* [Work instructions]
Copy each line of the records that contains the word "Morelia".

* [Provided records]
*** Begin section ***
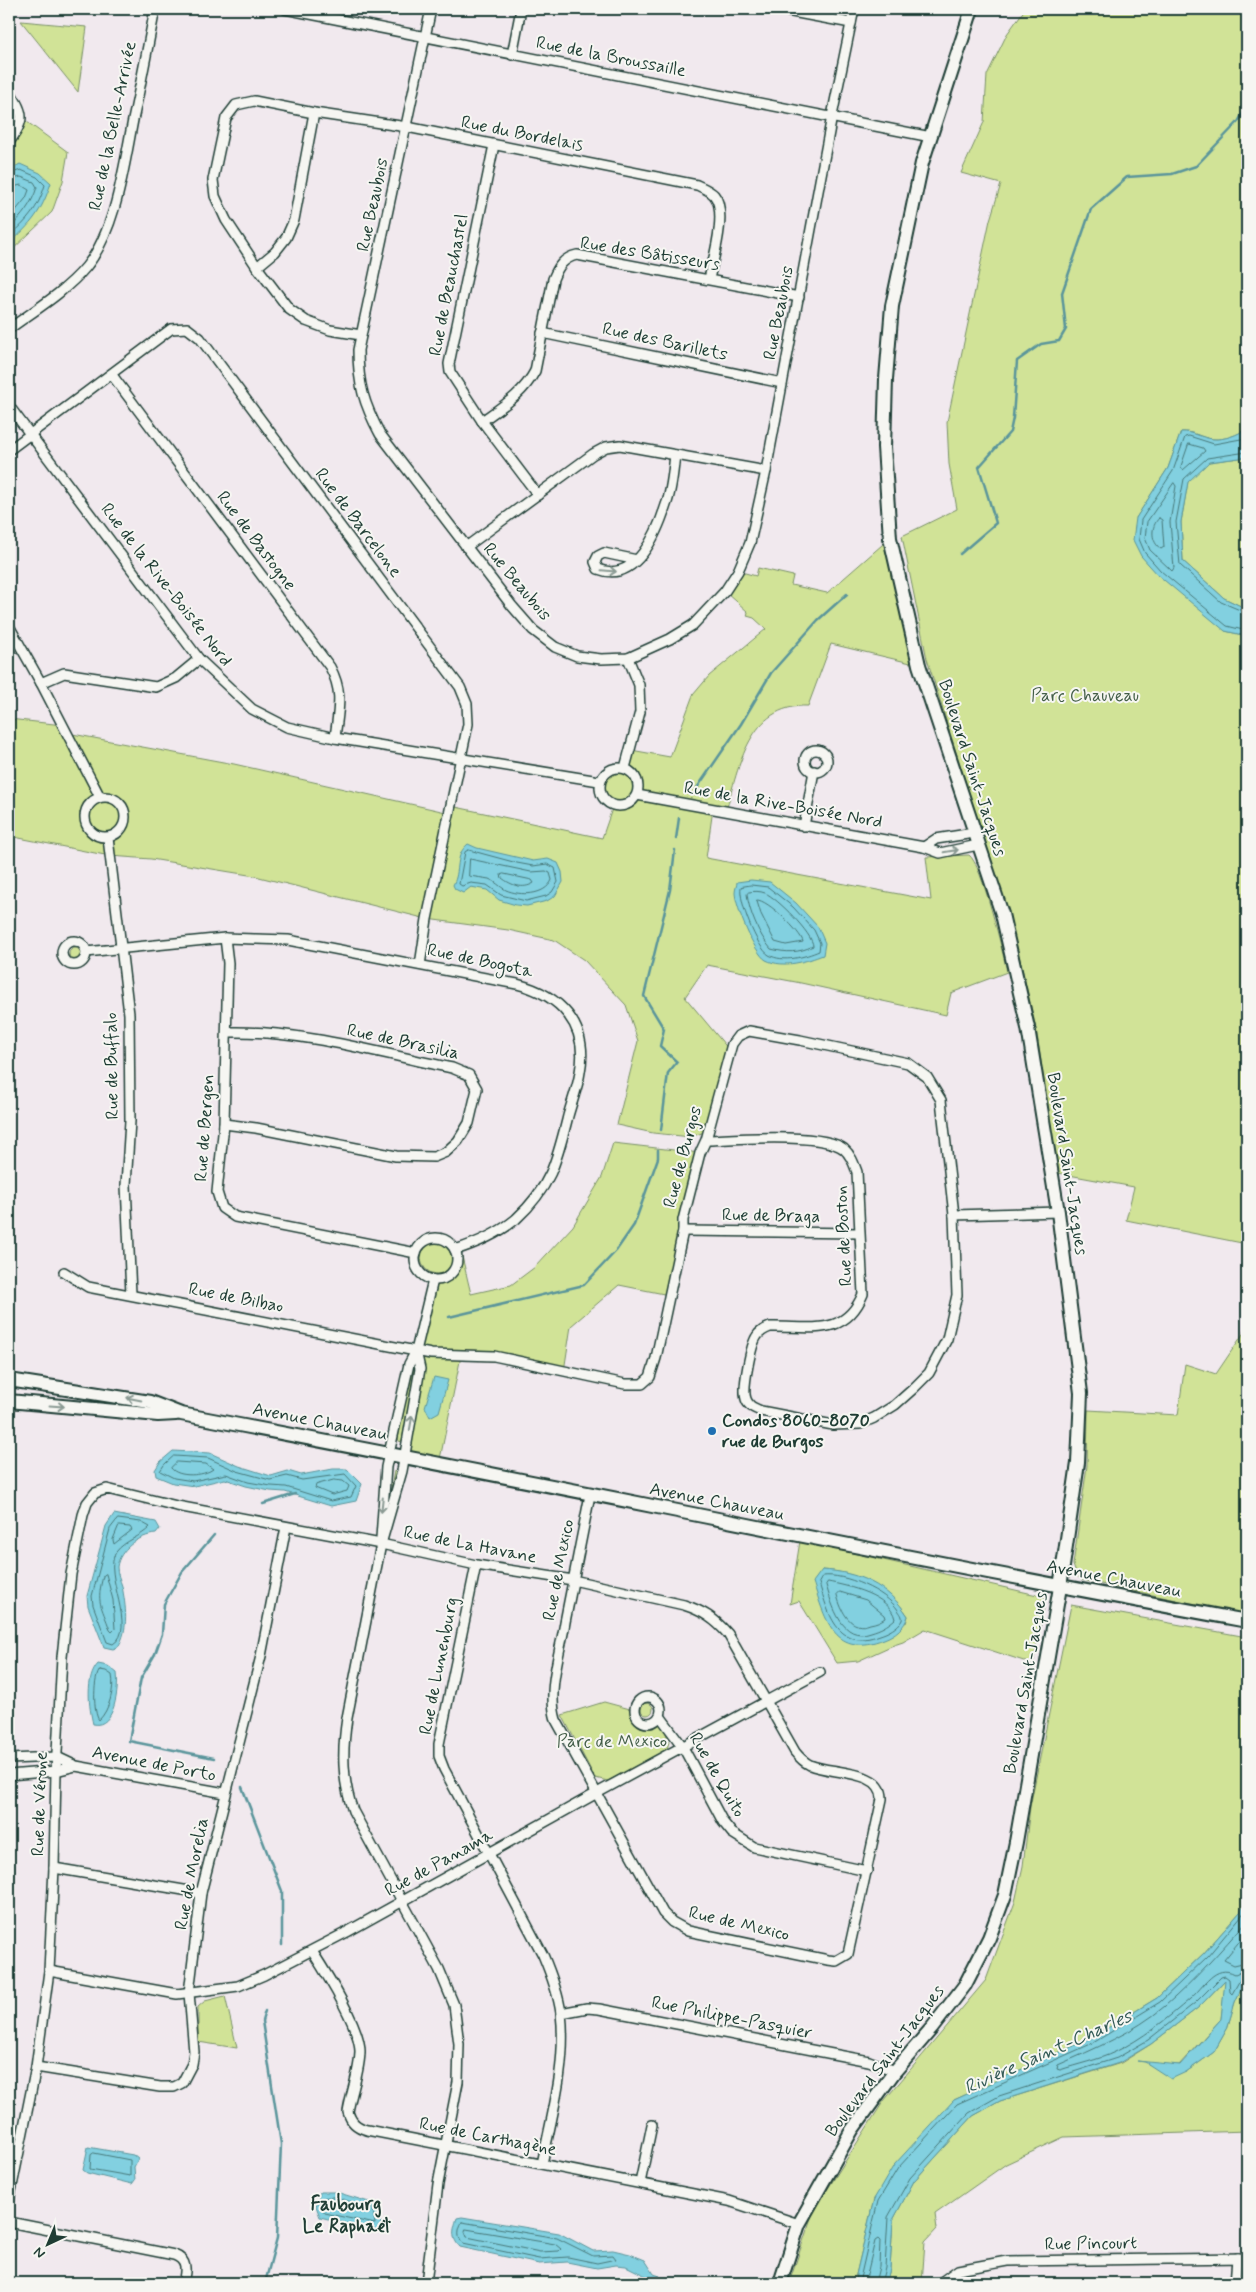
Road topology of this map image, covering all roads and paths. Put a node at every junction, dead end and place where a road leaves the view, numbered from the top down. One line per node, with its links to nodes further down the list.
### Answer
1 (156, 9): 21 (street, Rue de la Belle-Arrivée)
2 (285, 9): 9 (street, Rue de la Broussaille)
3 (431, 9): 9 (street, Rue Beaubois)
4 (522, 9): 10 (street)
5 (776, 9): 8 (street)
6 (854, 9): 8 (street, Rue Beaubois)
7 (972, 9): 15 (street, Boulevard Saint-Jacques)
8 (851, 23): 13 (street, Rue Beaubois)
9 (426, 38): 10 (street, Rue de la Broussaille); 14 (street, Rue Beaubois)
10 (512, 55): 13 (street, Rue de la Broussaille)
11 (9, 91): 16 (street)
12 (314, 113): 14 (street, Rue du Bordelais); 18 (street); 18 (street, Rue du Bordelais)
13 (832, 116): 15 (street, Rue de la Broussaille); 20 (street, Rue Beaubois)
14 (407, 127): 17 (street, Rue du Bordelais); 23 (street, Rue Beaubois)
15 (931, 136): 48 (street, Boulevard Saint-Jacques)
16 (9, 142)
17 (494, 145): 19 (street, Rue du Bordelais); 27 (street, Rue de Beauchastel)
18 (257, 267): 23 (street)
19 (709, 279): 20 (street, Rue des Bâtisseurs); 22 (street, Rue des Bâtisseurs)
20 (799, 298): 25 (street, Rue Beaubois)
21 (9, 329)
22 (542, 333): 25 (street, Rue des Barillets); 27 (street, Rue des Bâtisseurs)
23 (361, 335): 33 (street, Rue Beaubois)
24 (112, 375): 28 (street, Rue de Barcelone); 39 (street, Rue de Bastogne); 40 (street, Rue de Barcelone)
25 (782, 383): 31 (street, Rue Beaubois)
26 (9, 406): 28 (street, Rue de la Rive-Boisée Nord)
27 (482, 421): 32 (street, Rue de Beauchastel)
28 (29, 434): 29 (street, Rue de Barcelone); 37 (street, Rue de la Rive-Boisée Nord)
29 (9, 450)
30 (675, 455): 31 (street); 32 (street); 34 (street)
31 (766, 471): 36 (street, Rue Beaubois)
32 (538, 495): 33 (street)
33 (466, 547): 36 (street, Rue Beaubois)
34 (637, 560)
35 (9, 626): 38 (street)
36 (628, 658): 41 (street)
37 (199, 659): 38 (street); 39 (street, Rue de la Rive-Boisée Nord)
38 (41, 683): 45 (street)
39 (335, 738): 40 (street, Rue de la Rive-Boisée Nord)
40 (461, 760): 43 (street, Rue de la Rive-Boisée Nord); 53 (street, Rue de Barcelone)
41 (625, 768): 43 (street); 44 (street)
42 (814, 771): 46 (street)
43 (599, 782): 44 (street)
44 (637, 795): 46 (street, Rue de la Rive-Boisée Nord)
45 (100, 797): 47 (street); 47 (street)
46 (804, 826): 49 (street, Rue de la Rive-Boisée Nord)
47 (108, 838): 51 (street, Rue de Buffalo)
48 (976, 839): 49 (street); 49 (street, Rue de la Rive-Boisée Nord, one-way to 48); 57 (street, Boulevard Saint-Jacques)
49 (924, 847)
50 (225, 938): 51 (street, Rue de Bogota); 53 (street, Rue de Bogota); 54 (street, Rue de Bergen)
51 (122, 949): 52 (street, Rue de Bogota); 65 (street, Rue de Buffalo)
52 (86, 952)
53 (420, 965): 61 (street, Rue de Bogota)
54 (227, 1032): 55 (street, Rue de Bergen); 55 (street, Rue de Brasilia)
55 (224, 1124): 62 (street, Rue de Bergen)
56 (706, 1140): 58 (street, Rue de Burgos); 59 (street, Rue de Burgos); 60 (street, Rue de Boston)
57 (1058, 1212): 58 (street); 79 (street, Boulevard Saint-Jacques)
58 (954, 1215): 60 (street, Rue de Boston)
59 (683, 1231): 60 (street, Rue de Braga); 67 (street, Rue de Burgos)
60 (859, 1233)
61 (455, 1250): 62 (street); 64 (street)
62 (416, 1252): 64 (street)
63 (64, 1272): 65 (street, Rue de Bilbao)
64 (433, 1280): 67 (street)
65 (131, 1294): 66 (street, Rue de Bilbao)
66 (406, 1348): 67 (street, Rue de Burgos)
67 (416, 1351): 71 (street); 72 (street, one-way to 67)
68 (9, 1380): 70 (street, Avenue Chauveau, one-way to 68)
69 (9, 1401): 70 (street, Avenue Chauveau, one-way to 70)
70 (181, 1414): 71 (street, Avenue Chauveau)
71 (389, 1453): 72 (street, Avenue Chauveau); 76 (street, one-way to 76)
72 (405, 1456): 73 (street, Avenue Chauveau); 76 (street)
73 (590, 1495): 78 (street, Rue de Mexico); 79 (street, Avenue Chauveau)
74 (177, 1506): 75 (street, Rue de La Havane); 85 (street, Rue de Vérone)
75 (286, 1527): 76 (street, Rue de La Havane); 91 (street, Rue de Morelia)
76 (381, 1544): 77 (street, Rue de La Havane); 96 (street)
77 (476, 1565): 78 (street, Rue de La Havane); 92 (street, Rue de Lunenburg)
78 (573, 1580): 82 (street, Rue de La Havane); 90 (street, Rue de Mexico)
79 (1060, 1587): 80 (street, Avenue Chauveau); 102 (street, Boulevard Saint-Jacques)
80 (1247, 1621)
81 (820, 1672): 82 (street, Rue de Panama)
82 (766, 1703): 84 (street, Rue de Panama); 94 (street, Rue de Mexico)
83 (660, 1716): 84 (street, Rue de Quito)
84 (683, 1746): 90 (street, Rue de Panama); 94 (street, Rue de Quito)
85 (57, 1757): 86 (street, Avenue de Porto); 87 (street, Avenue de Porto); 88 (street, Rue de Vérone)
86 (9, 1759)
87 (76, 1766): 88 (street, Avenue de Porto); 91 (street, Avenue de Porto)
88 (56, 1771): 89 (street, Avenue de Porto); 93 (street, Rue de Vérone)
89 (9, 1775)
90 (597, 1793): 92 (street, Rue de Panama); 94 (street, Rue de Mexico)
91 (225, 1794): 95 (street, Rue de Morelia)
92 (490, 1853): 96 (street, Rue de Panama); 100 (street, Rue de Lunenburg)
93 (54, 1868): 95 (street); 98 (street, Rue de Vérone)
94 (866, 1871)
95 (201, 1893): 99 (street, Rue de Morelia)
96 (404, 1902): 97 (street, Rue de Panama); 104 (street)
97 (312, 1951): 99 (street, Rue de Panama); 104 (street, Rue de Carthagène)
98 (49, 1971): 99 (street, Rue de Panama); 101 (street, Rue de Vérone)
99 (189, 1993): 101 (street, Rue de Morelia)
100 (561, 2013): 102 (street, Rue Philippe-Pasquier); 105 (street, Rue de Lunenburg)
101 (36, 2067): 107 (street, Rue de Vérone)
102 (895, 2071): 109 (street, Boulevard Saint-Jacques)
103 (652, 2125): 106 (street)
104 (446, 2146): 105 (street, Rue de Carthagène); 113 (street)
105 (542, 2164): 106 (street, Rue de Carthagène)
106 (640, 2183): 109 (street, Rue de Carthagène)
107 (9, 2201)
108 (9, 2222): 112 (street)
109 (799, 2224): 114 (street, Boulevard Saint-Jacques)
110 (1237, 2258): 111 (street, Rue Pincourt); 115 (street, Rue Pincourt); 116 (street)
111 (1247, 2258)
112 (183, 2283)
113 (426, 2283)
114 (780, 2283)
115 (940, 2283)
116 (1235, 2283)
*** End section ***
* [Result of this exercise]
75 (286, 1527): 76 (street, Rue de La Havane); 91 (street, Rue de Morelia)
91 (225, 1794): 95 (street, Rue de Morelia)
95 (201, 1893): 99 (street, Rue de Morelia)
99 (189, 1993): 101 (street, Rue de Morelia)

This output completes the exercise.